I have a poored concrete basement floor in an 84 year old house. There is a
floor drain in the floor and the floor slopes to the drain. The slope is
significant and I would like to build up the existing drain and remove the
slope. I have been in the house for 6 years and have never had water in the
basement. The previous owner carpeted but did a lousy conversion to
recreational space. I am planning to redo the conversion and the floor slope
is really evident with furniture in the room sloping to the center. If this
is done with a compund is there a max on thickness that can be done ? Can
this be increased with more than one pour?

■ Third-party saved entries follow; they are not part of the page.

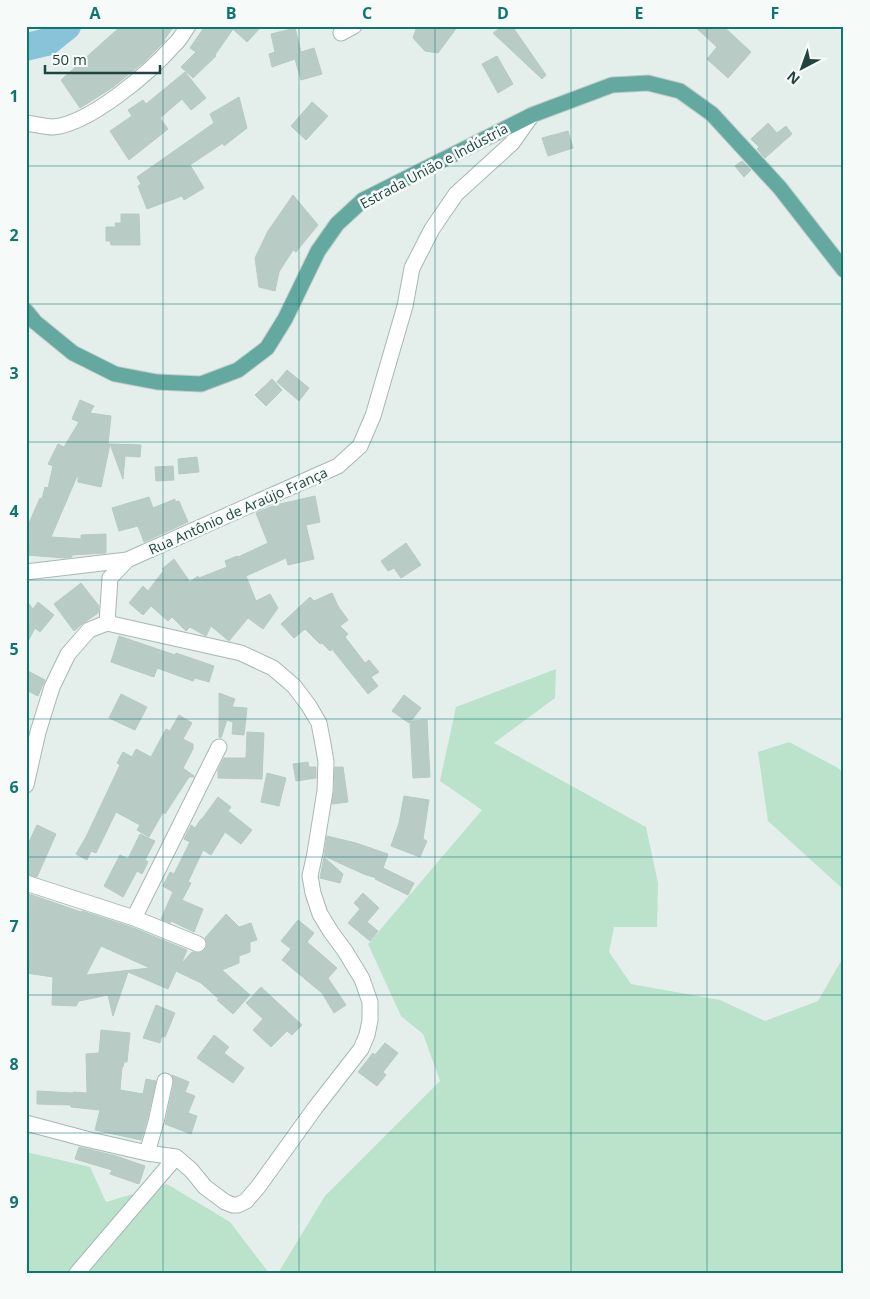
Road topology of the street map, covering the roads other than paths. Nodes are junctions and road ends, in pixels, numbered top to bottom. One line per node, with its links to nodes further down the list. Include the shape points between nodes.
1 (188, 26): 3 (street, via 176,44 139,79 100,108 53,127)
2 (532, 115): 4 (main road, Estrada União e Indústria, via 612,85 648,83 680,91 712,114 760,166); 5 (main road, Estrada União e Indústria, via 363,200 338,224 318,251 286,319 267,348 238,370 201,384 157,382 115,374 73,353 35,322); 6 (street, Rua Antônio de Araújo França, via 512,144 456,194 432,229 412,268 405,306 373,416 360,446 338,466)
3 (26, 123)
4 (844, 270)
5 (26, 310)
6 (127, 560): 7 (street); 8 (street, Rua Antônio de Araújo França, via 110,578)
7 (26, 572)
8 (107, 623): 9 (street, via 89,630 68,654); 18 (street, via 240,653 273,668 294,686 309,706 319,723 326,762 325,791 310,876 313,893 327,926 362,979 370,1002 370,1020 362,1049 246,1201 238,1205 225,1202)
9 (32, 730): 11 (street)
10 (219, 747): 13 (street)
11 (26, 784)
12 (26, 883): 13 (street)
13 (134, 918): 14 (street)
14 (198, 944)
15 (165, 1081): 17 (street)
16 (26, 1123): 17 (street)
17 (147, 1153): 18 (street)
18 (176, 1157): 19 (street)
19 (77, 1273)

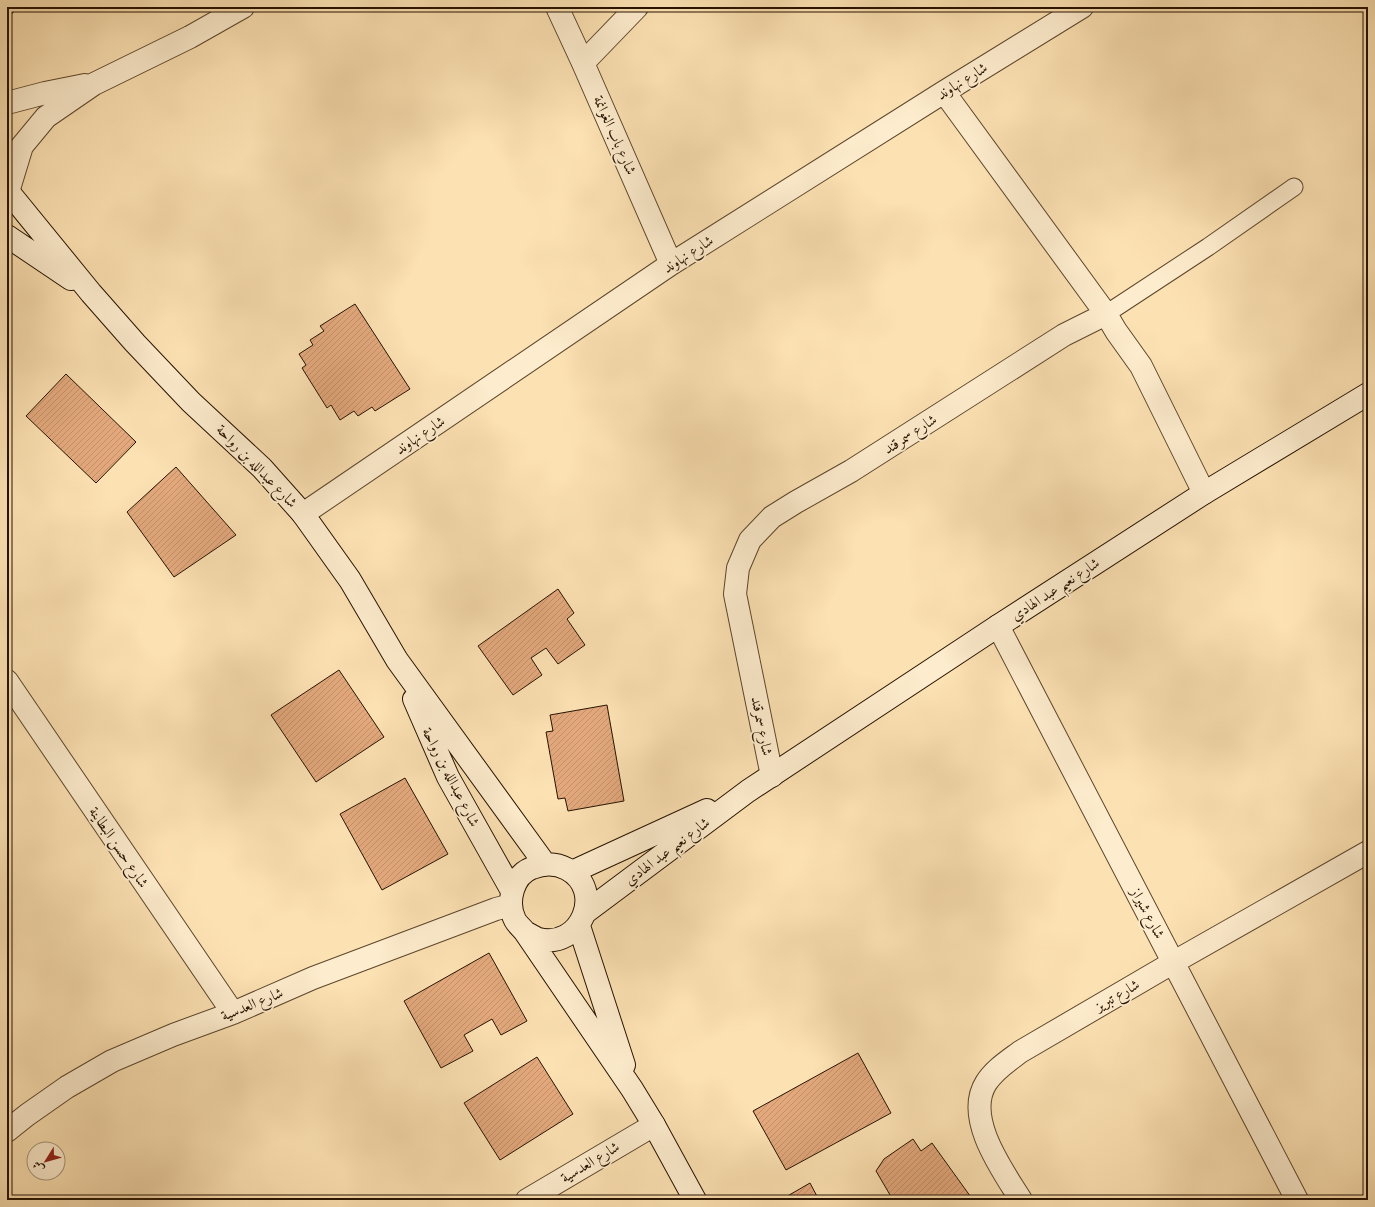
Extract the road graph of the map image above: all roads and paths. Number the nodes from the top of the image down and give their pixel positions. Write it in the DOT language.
graph roads {
  1 [pos="242,7"];
  2 [pos="557,7"];
  3 [pos="637,7"];
  4 [pos="1082,7"];
  5 [pos="583,63"];
  6 [pos="94,84"];
  7 [pos="944,92"];
  8 [pos="7,103"];
  9 [pos="1294,187"];
  10 [pos="8,191"];
  11 [pos="7,236"];
  12 [pos="671,264"];
  13 [pos="91,293"];
  14 [pos="1106,314"];
  15 [pos="1368,394"];
  16 [pos="1204,493"];
  17 [pos="303,514"];
  18 [pos="998,626"];
  19 [pos="397,660"];
  20 [pos="7,681"];
  21 [pos="772,776"];
  22 [pos="748,791"];
  23 [pos="1368,852"];
  24 [pos="545,864"];
  25 [pos="572,872"];
  26 [pos="511,898"];
  27 [pos="582,919"];
  28 [pos="525,932"];
  29 [pos="1174,962"];
  30 [pos="233,1013"];
  31 [pos="632,1089"];
  32 [pos="654,1125"];
  33 [pos="7,1131"];
  34 [pos="527,1200"];
  35 [pos="695,1200"];
  36 [pos="1021,1200"];
  37 [pos="1297,1200"];
  1 -- 6 [label="street"];
  2 -- 5 [label="street, شارع باب الغوانمة"];
  3 -- 5 [label="street"];
  4 -- 7 [label="street, شارع نهاوند"];
  5 -- 12 [label="street, شارع باب الغوانمة"];
  6 -- 8 [label="street"];
  6 -- 10 [label="street"];
  7 -- 12 [label="street, شارع نهاوند"];
  7 -- 14 [label="street"];
  9 -- 14 [label="lane"];
  10 -- 13 [label="street, شارع عبدالله بن رواحة"];
  11 -- 13 [label="street, شارع عبدالله بن رواحة"];
  12 -- 17 [label="street, شارع نهاوند"];
  13 -- 17 [label="street, شارع عبدالله بن رواحة"];
  14 -- 16 [label="street"];
  14 -- 21 [label="street, شارع سمرقند"];
  15 -- 16 [label="street, شارع نعيم عبد الهادي"];
  16 -- 18 [label="street, شارع نعيم عبد الهادي"];
  17 -- 19 [label="street, شارع عبدالله بن رواحة"];
  18 -- 21 [label="street, شارع نعيم عبد الهادي"];
  18 -- 29 [label="street, شارع شيراز"];
  19 -- 24 [label="street, شارع عبدالله بن رواحة"];
  19 -- 26 [label="street, شارع عبدالله بن رواحة"];
  20 -- 30 [label="street, شارع حسن البطاينة"];
  21 -- 22 [label="street, شارع نعيم عبد الهادي"];
  22 -- 25 [label="street, شارع نعيم عبد الهادي"];
  22 -- 27 [label="street, شارع نعيم عبد الهادي"];
  23 -- 29 [label="street, شارع تبريز"];
  24 -- 25 [label="street"];
  24 -- 26 [label="street"];
  25 -- 27 [label="street"];
  26 -- 28 [label="street"];
  26 -- 30 [label="street, شارع العدسية"];
  27 -- 28 [label="street"];
  27 -- 31 [label="street"];
  28 -- 31 [label="street"];
  29 -- 36 [label="street, شارع تبريز"];
  29 -- 37 [label="street, شارع شيراز"];
  30 -- 33 [label="street, شارع العدسية"];
  31 -- 32 [label="street"];
  32 -- 34 [label="street, شارع العدسية"];
  32 -- 35 [label="street"];
}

Any advice will be greatly appreciated



Joseph Meehan April 9th 05 11:48 AM

BluesDrummer wrote:
Greetings all,

Could anyone give a recommendation on a floor leveling compound?
I have a poored concrete basement floor in an 84 year old house.
There is a floor drain in the floor and the floor slopes to the
drain. The slope is significant and I would like to build up the
existing drain and remove the slope. I have been in the house for 6
years and have never had water in the basement.


Those famous last words.

The previous owner
carpeted but did a lousy conversion to recreational space. I am
planning to redo the conversion and the floor slope is really evident
with furniture in the room sloping to the center. If this is done
with a compund is there a max on thickness that can be done ? Can
this be increased with more than one pour?
Any advice will be greatly appreciated


--
Joseph Meehan

Dia's Muire duit



m Ransley April 9th 05 12:18 PM

The drain is there for a reason, all the pipes and water heater etc will
one day leak.


Beeper April 9th 05 06:43 PM

I don't know how much you're willing to spend or how much ceiling heigth you
have but there is a product called gypcrete which is poured as a liquid. It
is pretty much self leveling. we used it for a underfloor heat pour. They
poured it 3 inches but you'd have to talk to a distributor for price and
minimum thickness. you can walk on it 2-4 hours after pour, it's perfectly
level and resembles concrete. 2 years ago we spent just shy of $2.00 a
sq.ft. for a cash deal and we had to supply the mason sand. 8-10 ton if I
remember correctly. But if you intend on tiling, in my opinion, it's the way
to go.
"BluesDrummer" wrote in message
news:X5J5e.14946$yg7.1957@attbi_s51...
Greetings all,

Could anyone give a recommendation on a floor leveling compound?
I have a poored concrete basement floor in an 84 year old house. There is
a floor drain in the floor and the floor slopes to the drain. The slope is
significant and I would like to build up the existing drain and remove the
slope. I have been in the house for 6 years and have never had water in
the basement. The previous owner carpeted but did a lousy conversion to
recreational space. I am planning to redo the conversion and the floor
slope is really evident with furniture in the room sloping to the center.
If this is done with a compund is there a max on thickness that can be
done ? Can this be increased with more than one pour?